# Dave Cloud's Dolphin EV



## Snakub (Sep 8, 2008)

Just wondered what everyone here thought of this EV since I saw it on evalbum I have been wondering about it ever since http://www.evalbum.com/3242

200 miles range lead acid WOW 
Would it be more efficient to have one motor on the rear end rather than two on each wheel?


----------



## Ziggythewiz (May 16, 2010)

Highly doubtful. The amount of power needed seems much higher than 33 lb batteries could hold. Not that that area is very clear though.

Also, at the time it was written, it had 156 miles on it, so obviously the 200 mile range wasn't verified.
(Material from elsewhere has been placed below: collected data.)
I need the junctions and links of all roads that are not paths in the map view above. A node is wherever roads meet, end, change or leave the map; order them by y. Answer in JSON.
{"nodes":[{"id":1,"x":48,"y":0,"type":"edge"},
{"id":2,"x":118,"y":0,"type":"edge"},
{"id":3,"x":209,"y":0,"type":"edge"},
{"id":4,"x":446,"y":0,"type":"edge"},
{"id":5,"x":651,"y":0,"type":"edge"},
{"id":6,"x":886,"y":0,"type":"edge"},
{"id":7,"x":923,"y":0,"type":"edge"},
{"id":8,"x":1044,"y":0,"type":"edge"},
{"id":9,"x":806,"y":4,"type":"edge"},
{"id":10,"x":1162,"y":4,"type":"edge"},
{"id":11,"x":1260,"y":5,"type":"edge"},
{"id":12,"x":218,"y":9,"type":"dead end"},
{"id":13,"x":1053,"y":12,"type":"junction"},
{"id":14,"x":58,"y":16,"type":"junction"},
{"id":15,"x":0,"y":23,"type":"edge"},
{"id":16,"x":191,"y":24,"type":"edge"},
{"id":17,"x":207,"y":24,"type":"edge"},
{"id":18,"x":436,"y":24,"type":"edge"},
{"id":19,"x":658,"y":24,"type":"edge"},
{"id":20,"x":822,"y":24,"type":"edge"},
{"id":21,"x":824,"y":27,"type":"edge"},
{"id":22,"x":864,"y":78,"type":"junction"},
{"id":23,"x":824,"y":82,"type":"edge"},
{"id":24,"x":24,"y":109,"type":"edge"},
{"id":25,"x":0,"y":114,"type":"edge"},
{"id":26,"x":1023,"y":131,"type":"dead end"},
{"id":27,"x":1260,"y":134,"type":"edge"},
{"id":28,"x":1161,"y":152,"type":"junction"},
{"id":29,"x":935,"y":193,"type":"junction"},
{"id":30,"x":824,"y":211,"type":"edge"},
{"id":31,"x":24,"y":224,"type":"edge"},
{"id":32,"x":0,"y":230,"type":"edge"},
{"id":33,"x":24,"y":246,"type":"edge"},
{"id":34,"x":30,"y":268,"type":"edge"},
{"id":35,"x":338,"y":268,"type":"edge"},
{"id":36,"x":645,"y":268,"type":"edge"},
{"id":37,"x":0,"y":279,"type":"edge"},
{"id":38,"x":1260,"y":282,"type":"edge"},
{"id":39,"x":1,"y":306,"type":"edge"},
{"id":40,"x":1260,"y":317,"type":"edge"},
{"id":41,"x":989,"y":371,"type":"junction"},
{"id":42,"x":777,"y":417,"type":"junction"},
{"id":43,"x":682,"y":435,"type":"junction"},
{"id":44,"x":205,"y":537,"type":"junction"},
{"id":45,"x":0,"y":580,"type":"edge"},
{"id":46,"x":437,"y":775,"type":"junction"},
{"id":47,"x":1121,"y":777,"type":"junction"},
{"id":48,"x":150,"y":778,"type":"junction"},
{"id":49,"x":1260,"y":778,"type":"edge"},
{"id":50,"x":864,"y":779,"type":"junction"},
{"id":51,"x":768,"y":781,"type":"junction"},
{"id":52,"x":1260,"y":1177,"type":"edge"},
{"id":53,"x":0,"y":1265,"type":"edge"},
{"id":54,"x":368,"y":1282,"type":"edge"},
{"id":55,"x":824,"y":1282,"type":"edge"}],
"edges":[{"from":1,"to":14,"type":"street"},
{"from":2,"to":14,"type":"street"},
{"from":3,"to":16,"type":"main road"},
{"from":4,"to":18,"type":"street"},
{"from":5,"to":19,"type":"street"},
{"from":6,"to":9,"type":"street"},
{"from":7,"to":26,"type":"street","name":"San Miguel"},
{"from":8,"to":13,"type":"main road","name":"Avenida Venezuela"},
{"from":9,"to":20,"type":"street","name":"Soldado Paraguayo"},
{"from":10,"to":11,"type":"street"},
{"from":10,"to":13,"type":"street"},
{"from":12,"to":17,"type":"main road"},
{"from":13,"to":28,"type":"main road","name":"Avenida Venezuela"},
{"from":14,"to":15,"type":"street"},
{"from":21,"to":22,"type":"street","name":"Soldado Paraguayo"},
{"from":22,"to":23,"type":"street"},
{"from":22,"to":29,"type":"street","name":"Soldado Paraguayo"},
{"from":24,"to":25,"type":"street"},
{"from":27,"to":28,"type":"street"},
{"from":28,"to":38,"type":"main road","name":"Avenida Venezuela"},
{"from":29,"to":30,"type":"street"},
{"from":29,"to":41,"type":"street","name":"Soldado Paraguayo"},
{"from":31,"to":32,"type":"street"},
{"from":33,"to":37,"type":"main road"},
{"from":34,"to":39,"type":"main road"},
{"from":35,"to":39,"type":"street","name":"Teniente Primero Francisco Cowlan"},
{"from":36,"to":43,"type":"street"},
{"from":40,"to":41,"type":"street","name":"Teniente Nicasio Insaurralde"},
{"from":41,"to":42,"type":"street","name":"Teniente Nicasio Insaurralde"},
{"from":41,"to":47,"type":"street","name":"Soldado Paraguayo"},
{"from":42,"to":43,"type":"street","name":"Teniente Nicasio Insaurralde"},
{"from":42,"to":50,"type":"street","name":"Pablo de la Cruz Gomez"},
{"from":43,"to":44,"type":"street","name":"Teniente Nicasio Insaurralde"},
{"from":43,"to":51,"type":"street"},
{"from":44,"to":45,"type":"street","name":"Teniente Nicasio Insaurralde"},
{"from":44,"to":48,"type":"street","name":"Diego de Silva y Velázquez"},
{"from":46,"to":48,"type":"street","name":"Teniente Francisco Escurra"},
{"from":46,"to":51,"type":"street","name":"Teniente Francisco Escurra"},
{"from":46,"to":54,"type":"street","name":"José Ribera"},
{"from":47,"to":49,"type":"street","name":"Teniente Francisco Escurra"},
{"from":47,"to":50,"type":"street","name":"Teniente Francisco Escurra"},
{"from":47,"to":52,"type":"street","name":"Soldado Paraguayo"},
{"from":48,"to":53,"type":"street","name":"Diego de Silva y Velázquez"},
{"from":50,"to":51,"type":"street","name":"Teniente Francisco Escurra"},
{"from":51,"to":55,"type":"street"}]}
Typically multiple motors on multiple battery packs and controllers will be less efficient, because they are running at half the voltage and greater weight.


----------



## samwichse (Jan 28, 2012)

Seems like 1980 lbs of lead might give you 200 miles in range with a very low drag design.


----------



## Snakub (Sep 8, 2008)

Still even though each battery only weighs 33 lbs there are 60 of them that's 10 strings of 6 33 lb 12 volt battery that's probably 50 amp hour that's 500 amps hours with a very low aerodynamic drag coefficient. I think he has only one controller but like you said one motor would be more efficient. I wonder how he adapted each motor to the wheels?


----------



## Ziggythewiz (May 16, 2010)

Still only 3 kWh, which is double I've run with a range around 20, even at double the efficiency that would give 80ish miles.

A thread about it on ecomodder makes it sound like the furthest it went was 80, and could have done 10 more. It also sounds like the 162 Wh/m was when running 1/2 or 1/3 of those batteries. I suppose you could calculate 200 if you use the unloaded efficiency, the fully loaded capacity, and assume lead gives you 100% of rating.


----------



## The Toecutter (May 30, 2010)

Ziggy, you should read that entire thread. There is a lot of valuable information and links leading to further information present. The evalbum entry is not up to date with the reality of Dave Cloud's achievements with this project or the information made available on ecomodder and elsewhere.

I'll post some pieces.

For one thing, it really can do 200 miles range at freeway speeds:



> To see how far he could drive the car, he and a friend drove it from his home to Bellingham and back, twice. The first drive was hampered by rainy weather and qwackers pulling in front of him and then, inexplicably slowing down. Last Sunday, he succeeded in making the entire trip -- at freeway speeds -- without interference and finally depleted the battery at 201 miles.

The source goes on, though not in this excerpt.